The Outsider, a young man who felt different and defective in his family, experiences and appreciates his therapist's validation and encouragement.

“I told my Mom I wasn’t coming come for Christmas,” Doug says, adopting a calm, matter-of-fact tone. “It didn’t go over well. She kept telling me I couldn’t split the family over politics, that family was more important. And I kept telling her nothing was more important than what’s happening to our country and, besides, as she might have noticed at Thanksgiving, our family was already split. Then she told me she didn’t know how I got so brainwashed, that I was brought up in a good, solid Republican family and how did I end up being so liberal. Unlike my brother’s reaction, she didn’t call me crazy or a Communist, so at least she hasn’t painted me as evil incarnate.”

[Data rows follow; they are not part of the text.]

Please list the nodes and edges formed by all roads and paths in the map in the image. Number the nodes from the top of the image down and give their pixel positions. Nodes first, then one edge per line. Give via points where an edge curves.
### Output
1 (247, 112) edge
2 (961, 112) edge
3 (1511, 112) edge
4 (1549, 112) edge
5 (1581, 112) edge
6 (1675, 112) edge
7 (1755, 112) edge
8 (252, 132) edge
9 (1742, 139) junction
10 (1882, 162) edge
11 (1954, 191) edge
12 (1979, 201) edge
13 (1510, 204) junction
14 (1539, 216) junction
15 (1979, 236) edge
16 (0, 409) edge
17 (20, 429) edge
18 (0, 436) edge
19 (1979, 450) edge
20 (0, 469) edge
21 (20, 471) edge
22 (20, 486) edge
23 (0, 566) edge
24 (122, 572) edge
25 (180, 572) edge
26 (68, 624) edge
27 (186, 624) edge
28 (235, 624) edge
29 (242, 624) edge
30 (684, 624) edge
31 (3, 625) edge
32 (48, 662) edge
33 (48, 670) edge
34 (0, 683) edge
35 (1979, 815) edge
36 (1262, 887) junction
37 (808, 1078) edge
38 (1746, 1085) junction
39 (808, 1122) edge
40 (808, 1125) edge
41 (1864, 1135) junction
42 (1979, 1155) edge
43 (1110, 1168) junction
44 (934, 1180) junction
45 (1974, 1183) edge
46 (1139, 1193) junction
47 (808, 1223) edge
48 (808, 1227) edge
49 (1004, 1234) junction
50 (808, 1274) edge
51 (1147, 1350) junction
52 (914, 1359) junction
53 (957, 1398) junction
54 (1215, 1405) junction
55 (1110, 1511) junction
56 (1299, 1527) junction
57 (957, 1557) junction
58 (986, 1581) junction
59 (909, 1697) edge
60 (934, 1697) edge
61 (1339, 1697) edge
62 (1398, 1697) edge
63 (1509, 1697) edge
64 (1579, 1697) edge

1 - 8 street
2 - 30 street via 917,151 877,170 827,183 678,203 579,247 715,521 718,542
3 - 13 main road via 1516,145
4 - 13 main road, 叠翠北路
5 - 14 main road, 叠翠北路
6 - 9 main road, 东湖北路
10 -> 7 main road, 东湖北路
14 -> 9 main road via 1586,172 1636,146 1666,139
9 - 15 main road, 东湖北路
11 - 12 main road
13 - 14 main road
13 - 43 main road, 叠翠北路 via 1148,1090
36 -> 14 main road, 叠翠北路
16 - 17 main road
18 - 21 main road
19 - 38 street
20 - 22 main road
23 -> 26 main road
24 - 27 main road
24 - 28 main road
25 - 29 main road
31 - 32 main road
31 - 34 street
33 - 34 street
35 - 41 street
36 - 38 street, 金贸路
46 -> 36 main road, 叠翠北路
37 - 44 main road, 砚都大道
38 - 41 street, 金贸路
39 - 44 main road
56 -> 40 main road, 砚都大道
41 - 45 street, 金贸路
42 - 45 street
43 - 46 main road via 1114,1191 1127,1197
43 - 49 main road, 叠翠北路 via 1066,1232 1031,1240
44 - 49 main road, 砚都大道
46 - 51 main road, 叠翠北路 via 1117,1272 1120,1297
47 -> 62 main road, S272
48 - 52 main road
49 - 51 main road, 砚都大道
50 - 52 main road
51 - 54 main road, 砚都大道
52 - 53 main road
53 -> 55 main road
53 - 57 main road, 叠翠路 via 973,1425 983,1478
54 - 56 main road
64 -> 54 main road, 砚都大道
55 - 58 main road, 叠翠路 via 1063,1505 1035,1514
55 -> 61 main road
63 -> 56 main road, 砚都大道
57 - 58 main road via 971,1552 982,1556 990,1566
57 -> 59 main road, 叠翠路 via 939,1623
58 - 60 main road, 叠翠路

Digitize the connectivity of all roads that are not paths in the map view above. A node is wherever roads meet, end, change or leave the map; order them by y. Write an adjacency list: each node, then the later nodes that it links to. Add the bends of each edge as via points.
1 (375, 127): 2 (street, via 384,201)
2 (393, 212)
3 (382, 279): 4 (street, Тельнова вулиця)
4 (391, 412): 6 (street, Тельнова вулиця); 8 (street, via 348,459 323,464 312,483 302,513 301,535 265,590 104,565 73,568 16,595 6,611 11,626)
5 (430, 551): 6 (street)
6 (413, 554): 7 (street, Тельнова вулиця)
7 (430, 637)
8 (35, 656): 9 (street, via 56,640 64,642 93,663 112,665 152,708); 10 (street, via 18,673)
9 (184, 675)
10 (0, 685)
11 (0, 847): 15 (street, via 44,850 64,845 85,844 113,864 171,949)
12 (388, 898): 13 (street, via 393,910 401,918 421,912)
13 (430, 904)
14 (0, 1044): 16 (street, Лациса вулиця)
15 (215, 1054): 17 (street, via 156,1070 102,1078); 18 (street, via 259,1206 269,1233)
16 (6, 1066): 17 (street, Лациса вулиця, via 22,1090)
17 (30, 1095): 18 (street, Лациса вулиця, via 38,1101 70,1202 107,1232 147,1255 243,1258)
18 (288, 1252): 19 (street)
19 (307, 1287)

“So how do you feel, Doug? How do you feel not going home for Christmas? How do you feel being the odd person out in your family?”

“Hmm. I didn’t think I was feeling much about it, but when you just asked, I don’t know, I guess it made me feel sad, like maybe even lonely. I mean my girlfriend and most of my friends think like I do, but still, my family is my family. I wouldn’t want to lose them. That’s really why I came to see you to begin with, feeling separate, apart, isolated even when I’m with a bunch of people.”

“Yes, you said you didn’t know why you should feel so alienated, when so many people obviously cared about you.”

“Yeah.” Pause. “But maybe I never felt really cared about in my own family.” Pause. “I mean, I was always different. My family is really into sports, group games, tossing around a football. That’s never been me. I was always the stereotypical shy kid who had my head in a book or, which I loved most of all, drawing, painting, looking to see how I could capture the essence of the world on a piece of paper.”

“No wonder you’re an artist,” I say, smiling.

“Well, I’m trying. But meanwhile I’m sort of making a living giving art lessons.” Pause. “My father keeps trying to talk me into being a financial planner like him, going into his firm, but that’s absolutely the last thing I want to do. I can’t imagine staring at numbers all day and trying to make more and more money. There’s so much more beauty in life.” Pause. “But that’s the problem, I’m different, always have been.”

“I guess my question is, why is being different a problem? Are you saying that in your family being different was automatically seen as bad?”

“Defective. I think that’s the word. There was something wrong with me. There was something wrong that I’d want to try to draw a perfect rose, to get the color absolutely right, rather than screaming at a football game. My Dad used to call me a sissy. I think he worried I’d turn out gay. That would have been a nightmare, gay in my family! When I was younger, I worried about it a bit too, but once I hit adolescence there was no question I was into girls. It was a relief actually. And I never had problems with girls. Girls liked me. Probably because I was sensitive and cared about them. And all that helped. But it still didn’t take away the feeling of being different.”

“Feeling different and feeling defective aren’t the same.”

“That’s true. I guess sometimes I feel one and sometimes the other. But the defective feeling doesn’t go away.”

“What about your mother? How did she see you?”

“Hmm. This might sound strange, but I guess kind of neutrally. I mean I know my mother loves me, and she never saw me as negatively as my Dad, but I don’t know. I think I was just sort of there for her and she knew she had to take care of me and she did what she had to do.” Pause. “This is a little embarrassing, but you know earlier when you smiled at me and said, ‘no wonder you’re an artist,’?”

I nod.

“Well, that’s not a response I ever would have gotten from my Mom. It’s like you were pleased with me, validating me. I never felt that in my family.”

“That’s really sad, Doug,” I say, feeling both his sadness and my own. “Thank you for telling me.”

Tears fill his eyes. “There you go again, giving me something I would never have received in my family.”

I smile. “It sounds as though you’re going to be able to take in my validating words and, as you do, I suspect you’ll come to feel less defective and less lonely.”